First, spOpenXML_PlaceOrder creates a local in-memory representation of the XML that the data-tier component passes to it, as callout A in Web Listing 3 shows. At callout B, the procedure begins a transaction, then uses OpenXML to insert a row into the OrderHeader table. Note that because the table column names don't match the XML document node names, you have to use the XPath column-pattern parameter, DICTITEM\[@key="order_id"\]/VALUE. The column-pattern parameter gives OpenXML the information it needs to appropriately map column names to XML document nodes. Also note that because the /ROOT/DICTIONARY/DICTITEM path isn't repeated in the local XML document, OpenXML returns only one header row from this SELECT statement.
At callout C, the stored procedure uses another OpenXML statement to populate the OrderDetail table.
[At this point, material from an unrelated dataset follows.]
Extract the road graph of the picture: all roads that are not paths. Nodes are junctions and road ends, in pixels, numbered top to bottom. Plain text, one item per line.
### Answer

This statement's structure is nearly identical to that of the statement that populated the OrderHeader table. Note, however, that because /ROOT/DICTIONARY/DICTITEM/VALUE/SIMPLELIST/LISTITEM/VALUE/DICTIONARY repeats in the XML document, this statement returns more than one row of data. You can see the power of combining the OpenXML rowset function with an INSERT, UPDATE, or DELETE statement. With one call to OpenXML, you can retrieve multiple rows of data from an XML document and store that data in a table, a local T-SQL variable of type TABLE, and so on. After extracting the data you need from the local XML document, you no longer need access to the document. You can remove the XML document from memory by using the system stored procedure sp_xml_removedocument, as callout D shows. Figure 4 shows the resulting data in the two permanent SQL Server tables OrderHeader and OrderDetail.
Voilà! You've now seen how to pass a structured, hierarchical set of rows from an application to a SQL Server 2000 database. You've also seen how to populate multiple database tables—all in one call to the database—by sending one simple text input parameter to a stored procedure. To make the sample application relatively simple, I limited the data sent to the database to just a few rows. You can see the power and efficiency of this technique even more when you're working with complex applications.
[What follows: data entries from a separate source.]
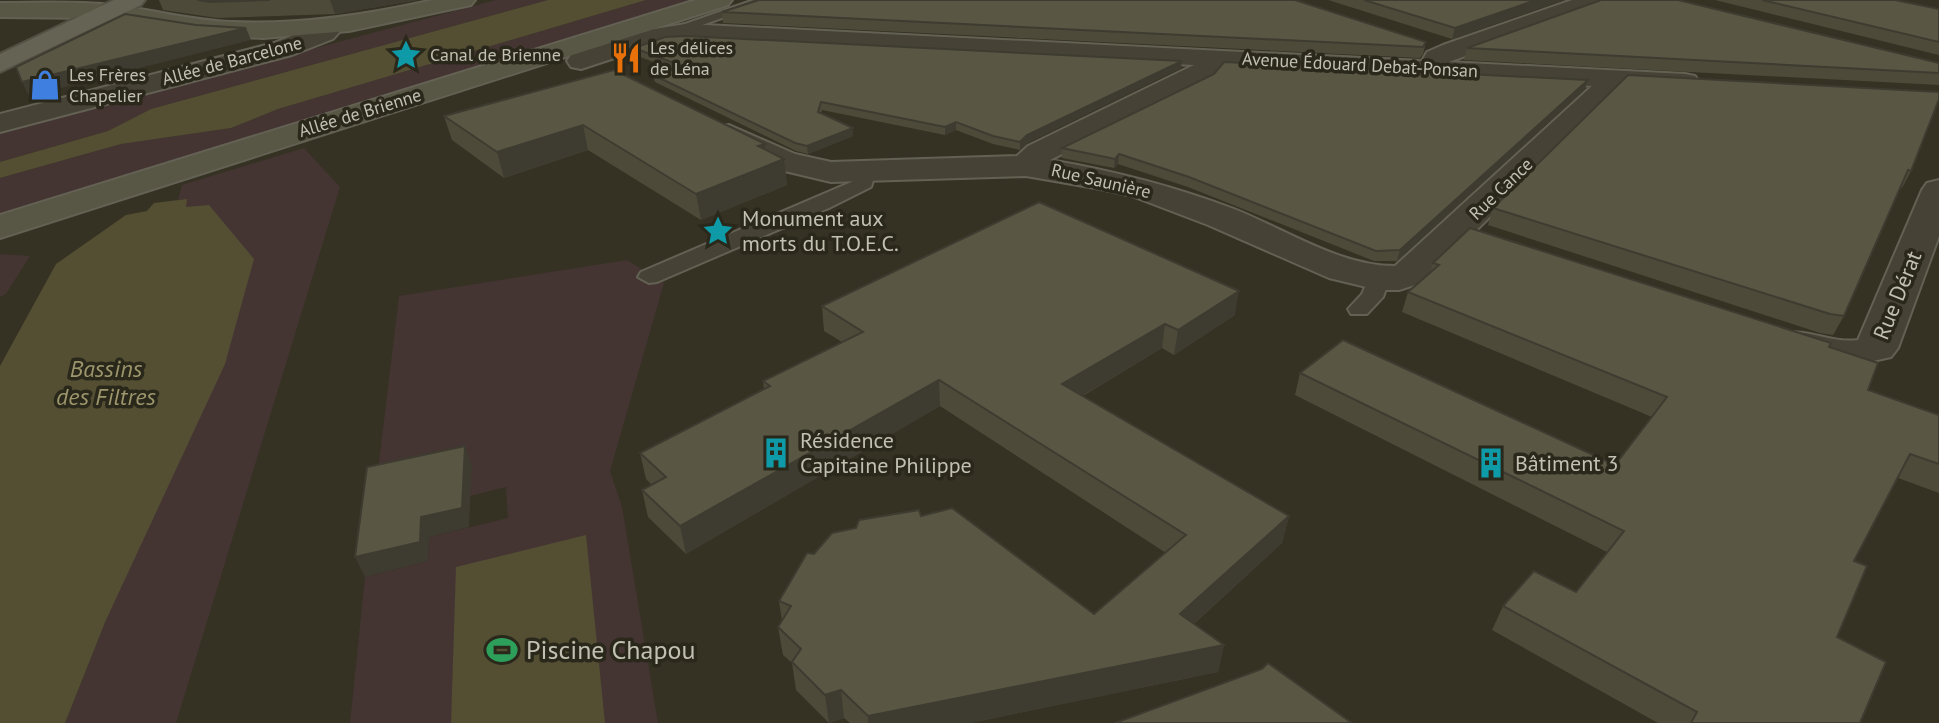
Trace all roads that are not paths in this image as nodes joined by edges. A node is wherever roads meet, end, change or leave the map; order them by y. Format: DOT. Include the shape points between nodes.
graph roads {
  1 [pos="133,0"];
  2 [pos="463,0"];
  3 [pos="720,0"];
  4 [pos="1595,0"];
  5 [pos="758,2"];
  6 [pos="0,10"];
  7 [pos="97,12"];
  8 [pos="330,28"];
  9 [pos="663,34"];
  10 [pos="781,36"];
  11 [pos="1423,41"];
  12 [pos="586,51"];
  13 [pos="1210,58"];
  14 [pos="1443,60"];
  15 [pos="0,64"];
  16 [pos="614,76"];
  17 [pos="1609,78"];
  18 [pos="1719,84"];
  19 [pos="699,118"];
  20 [pos="0,123"];
  21 [pos="1026,166"];
  22 [pos="867,171"];
  23 [pos="1939,190"];
  24 [pos="0,227"];
  25 [pos="1458,230"];
  26 [pos="1501,244"];
  27 [pos="649,277"];
  28 [pos="1379,278"];
  29 [pos="1359,309"];
  30 [pos="1768,333"];
  1 -- 7 [label="main road"];
  2 -- 8 [label="main road, Allée de Barcelone"];
  3 -- 12 [label="main road, Allée de Brienne"];
  4 -- 14 [label="street"];
  5 -- 9 [label="lane, Allée de Brienne"];
  5 -- 10 [label="street" via="762,24"];
  6 -- 7 [label="main road"];
  7 -- 8 [label="main road" via="207,29"];
  7 -- 15 [label="main road"];
  8 -- 20 [label="street, Allée de Barcelone" via="283,49"];
  9 -- 10 [label="street, Avenue Édouard Debat-Ponsan"];
  9 -- 12 [label="street, Allée de Brienne"];
  10 -- 13 [label="street, Avenue Édouard Debat-Ponsan"];
  11 -- 14 [label="street"];
  12 -- 16 [label="street"];
  12 -- 24 [label="main road, Allée de Brienne" via="521,63"];
  13 -- 14 [label="street, Avenue Édouard Debat-Ponsan"];
  13 -- 21 [label="street" via="1201,74 1039,153"];
  14 -- 17 [label="street, Avenue Édouard Debat-Ponsan"];
  17 -- 18 [label="street, Avenue Édouard Debat-Ponsan"];
  17 -- 25 [label="street, Rue Cance" via="1607,87"];
  19 -- 22 [label="street, Rue Saunière" via="808,169"];
  21 -- 22 [label="street, Rue Saunière"];
  21 -- 28 [label="street, Rue Saunière" via="1142,188 1343,270"];
  22 -- 27 [label="lane" via="864,183 822,204"];
  23 -- 30 [label="street, Rue Dérat" via="1876,348 1843,355"];
  25 -- 26 [label="street"];
  25 -- 28 [label="street, Rue Cance" via="1410,274"];
  28 -- 29 [label="lane" via="1372,297"];
}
Packaging hierarchical or variable-size data into an XML document, then sending the XML to SQL Server gives you two main benefits: increased efficiency because of fewer network round- trips and a data tier that's conceptually simple and easy to code and test. The increased efficiency you gain by limiting the number of round-trips between the application and SQL Server might not be apparent where the volume of data exchange is relatively low. Web and client/server architectures typically call for a high-speed connection between the application and SQL Server anyway. But in high-volume situations and environments that use low-speed connectivity between the application and SQL Server, you'll see significant performance advantages of using XML to write data to SQL Server.
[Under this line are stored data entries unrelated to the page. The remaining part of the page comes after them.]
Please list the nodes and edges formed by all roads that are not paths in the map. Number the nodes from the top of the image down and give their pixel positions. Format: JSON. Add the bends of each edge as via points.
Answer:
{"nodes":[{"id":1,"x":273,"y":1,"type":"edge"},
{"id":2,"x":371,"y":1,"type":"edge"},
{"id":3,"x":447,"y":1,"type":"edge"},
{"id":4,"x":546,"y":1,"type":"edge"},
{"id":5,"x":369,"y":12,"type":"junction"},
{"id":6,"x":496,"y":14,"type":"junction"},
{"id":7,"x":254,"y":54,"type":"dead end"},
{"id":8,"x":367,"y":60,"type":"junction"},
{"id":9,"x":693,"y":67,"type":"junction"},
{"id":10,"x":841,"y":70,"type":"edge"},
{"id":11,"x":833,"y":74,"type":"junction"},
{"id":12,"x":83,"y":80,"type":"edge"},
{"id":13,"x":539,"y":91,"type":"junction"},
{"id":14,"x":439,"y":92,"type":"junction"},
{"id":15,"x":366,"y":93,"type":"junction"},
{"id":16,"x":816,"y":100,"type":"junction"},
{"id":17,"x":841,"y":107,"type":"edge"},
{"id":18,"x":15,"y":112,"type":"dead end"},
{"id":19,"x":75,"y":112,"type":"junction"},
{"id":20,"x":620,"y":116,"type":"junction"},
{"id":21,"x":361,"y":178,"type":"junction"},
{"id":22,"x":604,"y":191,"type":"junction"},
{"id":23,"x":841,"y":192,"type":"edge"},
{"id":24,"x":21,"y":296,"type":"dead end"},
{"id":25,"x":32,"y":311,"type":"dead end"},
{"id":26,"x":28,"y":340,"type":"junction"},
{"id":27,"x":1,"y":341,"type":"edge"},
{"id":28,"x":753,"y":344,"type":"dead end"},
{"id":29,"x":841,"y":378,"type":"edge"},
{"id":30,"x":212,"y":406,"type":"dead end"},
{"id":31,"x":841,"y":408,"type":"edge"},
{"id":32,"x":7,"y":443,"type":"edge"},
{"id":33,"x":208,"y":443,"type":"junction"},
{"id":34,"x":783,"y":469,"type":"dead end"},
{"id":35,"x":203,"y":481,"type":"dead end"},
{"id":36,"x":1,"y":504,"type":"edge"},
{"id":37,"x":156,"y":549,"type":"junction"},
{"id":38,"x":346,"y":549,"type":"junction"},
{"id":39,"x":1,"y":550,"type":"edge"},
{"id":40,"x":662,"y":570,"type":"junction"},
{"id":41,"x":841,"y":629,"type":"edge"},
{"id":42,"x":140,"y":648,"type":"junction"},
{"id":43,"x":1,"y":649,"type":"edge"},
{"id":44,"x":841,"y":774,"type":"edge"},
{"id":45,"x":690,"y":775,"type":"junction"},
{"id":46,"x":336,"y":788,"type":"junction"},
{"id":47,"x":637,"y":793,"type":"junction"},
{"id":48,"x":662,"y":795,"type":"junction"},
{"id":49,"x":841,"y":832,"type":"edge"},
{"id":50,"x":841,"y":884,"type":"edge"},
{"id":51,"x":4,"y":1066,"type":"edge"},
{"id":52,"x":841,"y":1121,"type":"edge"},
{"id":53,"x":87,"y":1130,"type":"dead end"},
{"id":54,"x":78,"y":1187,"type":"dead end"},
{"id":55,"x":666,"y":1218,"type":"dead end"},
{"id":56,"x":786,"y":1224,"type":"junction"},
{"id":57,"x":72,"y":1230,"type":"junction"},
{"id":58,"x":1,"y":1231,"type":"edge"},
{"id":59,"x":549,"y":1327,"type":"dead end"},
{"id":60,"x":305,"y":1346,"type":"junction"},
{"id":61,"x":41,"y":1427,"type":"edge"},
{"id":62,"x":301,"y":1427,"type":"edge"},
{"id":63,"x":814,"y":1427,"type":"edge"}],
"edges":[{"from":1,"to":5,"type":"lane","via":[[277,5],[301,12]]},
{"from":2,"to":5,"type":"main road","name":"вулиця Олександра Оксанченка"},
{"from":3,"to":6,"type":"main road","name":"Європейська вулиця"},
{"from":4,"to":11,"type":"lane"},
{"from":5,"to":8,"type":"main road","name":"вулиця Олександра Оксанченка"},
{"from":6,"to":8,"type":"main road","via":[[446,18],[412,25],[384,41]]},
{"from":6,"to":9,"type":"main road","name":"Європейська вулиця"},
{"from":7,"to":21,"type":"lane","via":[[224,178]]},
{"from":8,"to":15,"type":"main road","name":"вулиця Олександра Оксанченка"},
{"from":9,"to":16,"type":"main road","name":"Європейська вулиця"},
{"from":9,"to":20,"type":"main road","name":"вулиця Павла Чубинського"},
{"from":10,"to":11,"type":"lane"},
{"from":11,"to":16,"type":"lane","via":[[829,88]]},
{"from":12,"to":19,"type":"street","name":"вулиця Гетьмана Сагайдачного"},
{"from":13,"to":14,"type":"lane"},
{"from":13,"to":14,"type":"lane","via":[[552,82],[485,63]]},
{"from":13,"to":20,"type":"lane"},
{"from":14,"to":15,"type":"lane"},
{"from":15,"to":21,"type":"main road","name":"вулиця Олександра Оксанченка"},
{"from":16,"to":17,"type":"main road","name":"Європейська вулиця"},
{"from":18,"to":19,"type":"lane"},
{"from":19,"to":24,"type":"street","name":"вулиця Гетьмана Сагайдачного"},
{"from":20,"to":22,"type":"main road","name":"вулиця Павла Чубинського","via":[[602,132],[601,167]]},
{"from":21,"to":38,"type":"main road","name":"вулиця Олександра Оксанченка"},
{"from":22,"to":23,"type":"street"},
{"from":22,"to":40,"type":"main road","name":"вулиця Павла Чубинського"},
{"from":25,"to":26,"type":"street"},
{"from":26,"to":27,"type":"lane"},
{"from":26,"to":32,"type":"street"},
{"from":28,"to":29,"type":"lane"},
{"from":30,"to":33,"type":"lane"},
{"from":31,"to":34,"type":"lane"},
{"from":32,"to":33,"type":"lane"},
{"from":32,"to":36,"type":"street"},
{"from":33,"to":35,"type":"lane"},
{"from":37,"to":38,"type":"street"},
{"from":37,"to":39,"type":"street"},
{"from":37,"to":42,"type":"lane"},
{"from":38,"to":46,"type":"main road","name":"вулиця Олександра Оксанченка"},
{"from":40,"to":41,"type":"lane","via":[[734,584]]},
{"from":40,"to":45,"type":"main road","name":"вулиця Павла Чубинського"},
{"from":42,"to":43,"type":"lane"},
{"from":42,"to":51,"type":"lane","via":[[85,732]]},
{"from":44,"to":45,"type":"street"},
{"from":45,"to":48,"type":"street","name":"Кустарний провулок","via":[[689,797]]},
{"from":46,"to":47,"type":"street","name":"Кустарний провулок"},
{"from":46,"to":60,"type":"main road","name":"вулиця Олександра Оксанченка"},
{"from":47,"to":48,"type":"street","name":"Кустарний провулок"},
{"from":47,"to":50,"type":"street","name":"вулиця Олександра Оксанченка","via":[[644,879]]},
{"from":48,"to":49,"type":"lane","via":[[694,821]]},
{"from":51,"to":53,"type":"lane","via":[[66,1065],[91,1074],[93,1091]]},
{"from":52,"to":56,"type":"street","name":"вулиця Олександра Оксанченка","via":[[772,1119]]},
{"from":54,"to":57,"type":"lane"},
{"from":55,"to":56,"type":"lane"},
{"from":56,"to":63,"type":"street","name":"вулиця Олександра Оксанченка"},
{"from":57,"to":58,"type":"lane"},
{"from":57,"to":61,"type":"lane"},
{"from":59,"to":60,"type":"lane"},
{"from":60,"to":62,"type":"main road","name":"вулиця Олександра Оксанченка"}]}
However, the second benefit—an easy-to-code data tier—is just as important as the first. By sending XML to SQL Server as a single input parameter to a stored procedure, the data tier no longer needs to be aware of the underlying database structure. That knowledge now lies in the stored procedures that use OpenXML to map XML nodes to tables, rows, and columns. Even in this article's simple example, the data-tier components had to call at least two stored procedures to insert a new order. The components had to know in what order to call these stored procedures and what parameters to pass to each. In addition, the components had to call the stored procedure responsible for inserting the order-detail rows a variable number of times, depending on how many line items the order contained. But if you package the data as XML and use OpenXML to map the data into SQL Server, the data tier needs to know only the one stored procedure that inserts an order and the one input parameter that this procedure uses.